The records below are to be transcribed exactly as they appear.

Stored items:
★ ★ ★ ★ ★

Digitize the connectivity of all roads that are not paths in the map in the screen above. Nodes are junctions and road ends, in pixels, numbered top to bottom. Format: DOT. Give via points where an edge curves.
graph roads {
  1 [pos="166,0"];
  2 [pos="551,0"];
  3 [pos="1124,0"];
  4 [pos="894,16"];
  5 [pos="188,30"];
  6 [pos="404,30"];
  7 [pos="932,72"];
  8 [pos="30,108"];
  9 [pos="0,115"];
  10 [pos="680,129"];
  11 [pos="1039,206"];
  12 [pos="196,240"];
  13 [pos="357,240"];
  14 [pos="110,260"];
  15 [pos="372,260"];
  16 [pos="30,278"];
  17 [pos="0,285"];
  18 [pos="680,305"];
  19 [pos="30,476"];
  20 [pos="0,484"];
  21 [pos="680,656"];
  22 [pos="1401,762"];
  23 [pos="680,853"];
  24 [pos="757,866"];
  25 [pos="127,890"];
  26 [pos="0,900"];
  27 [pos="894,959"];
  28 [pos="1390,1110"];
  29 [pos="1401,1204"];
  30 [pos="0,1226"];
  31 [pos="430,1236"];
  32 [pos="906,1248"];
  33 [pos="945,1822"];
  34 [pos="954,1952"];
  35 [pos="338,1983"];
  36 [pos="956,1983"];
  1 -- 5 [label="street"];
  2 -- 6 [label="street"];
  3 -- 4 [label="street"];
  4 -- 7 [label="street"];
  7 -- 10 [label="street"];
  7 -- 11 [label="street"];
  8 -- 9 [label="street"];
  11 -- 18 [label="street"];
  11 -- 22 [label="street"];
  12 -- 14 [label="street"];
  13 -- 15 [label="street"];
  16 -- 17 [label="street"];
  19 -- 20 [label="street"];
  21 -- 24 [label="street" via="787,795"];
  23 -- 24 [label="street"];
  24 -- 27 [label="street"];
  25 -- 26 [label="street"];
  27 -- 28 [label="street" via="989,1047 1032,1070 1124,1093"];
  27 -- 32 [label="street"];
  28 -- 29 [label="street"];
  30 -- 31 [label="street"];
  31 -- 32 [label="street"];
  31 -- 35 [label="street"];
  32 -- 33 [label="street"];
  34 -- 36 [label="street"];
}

★ ★ ★ ★ ★

* **Output below**
Digitize the connectivity of all roads that are not paths in the map in the screen above. Nodes are junctions and road ends, in pixels, numbered top to bottom. Format: DOT. Give via points where an edge curves.
graph roads {
  1 [pos="166,0"];
  2 [pos="551,0"];
  3 [pos="1124,0"];
  4 [pos="894,16"];
  5 [pos="188,30"];
  6 [pos="404,30"];
  7 [pos="932,72"];
  8 [pos="30,108"];
  9 [pos="0,115"];
  10 [pos="680,129"];
  11 [pos="1039,206"];
  12 [pos="196,240"];
  13 [pos="357,240"];
  14 [pos="110,260"];
  15 [pos="372,260"];
  16 [pos="30,278"];
  17 [pos="0,285"];
  18 [pos="680,305"];
  19 [pos="30,476"];
  20 [pos="0,484"];
  21 [pos="680,656"];
  22 [pos="1401,762"];
  23 [pos="680,853"];
  24 [pos="757,866"];
  25 [pos="127,890"];
  26 [pos="0,900"];
  27 [pos="894,959"];
  28 [pos="1390,1110"];
  29 [pos="1401,1204"];
  30 [pos="0,1226"];
  31 [pos="430,1236"];
  32 [pos="906,1248"];
  33 [pos="945,1822"];
  34 [pos="954,1952"];
  35 [pos="338,1983"];
  36 [pos="956,1983"];
  1 -- 5 [label="street"];
  2 -- 6 [label="street"];
  3 -- 4 [label="street"];
  4 -- 7 [label="street"];
  7 -- 10 [label="street"];
  7 -- 11 [label="street"];
  8 -- 9 [label="street"];
  11 -- 18 [label="street"];
  11 -- 22 [label="street"];
  12 -- 14 [label="street"];
  13 -- 15 [label="street"];
  16 -- 17 [label="street"];
  19 -- 20 [label="street"];
  21 -- 24 [label="street" via="787,795"];
  23 -- 24 [label="street"];
  24 -- 27 [label="street"];
  25 -- 26 [label="street"];
  27 -- 28 [label="street" via="989,1047 1032,1070 1124,1093"];
  27 -- 32 [label="street"];
  28 -- 29 [label="street"];
  30 -- 31 [label="street"];
  31 -- 32 [label="street"];
  31 -- 35 [label="street"];
  32 -- 33 [label="street"];
  34 -- 36 [label="street"];
}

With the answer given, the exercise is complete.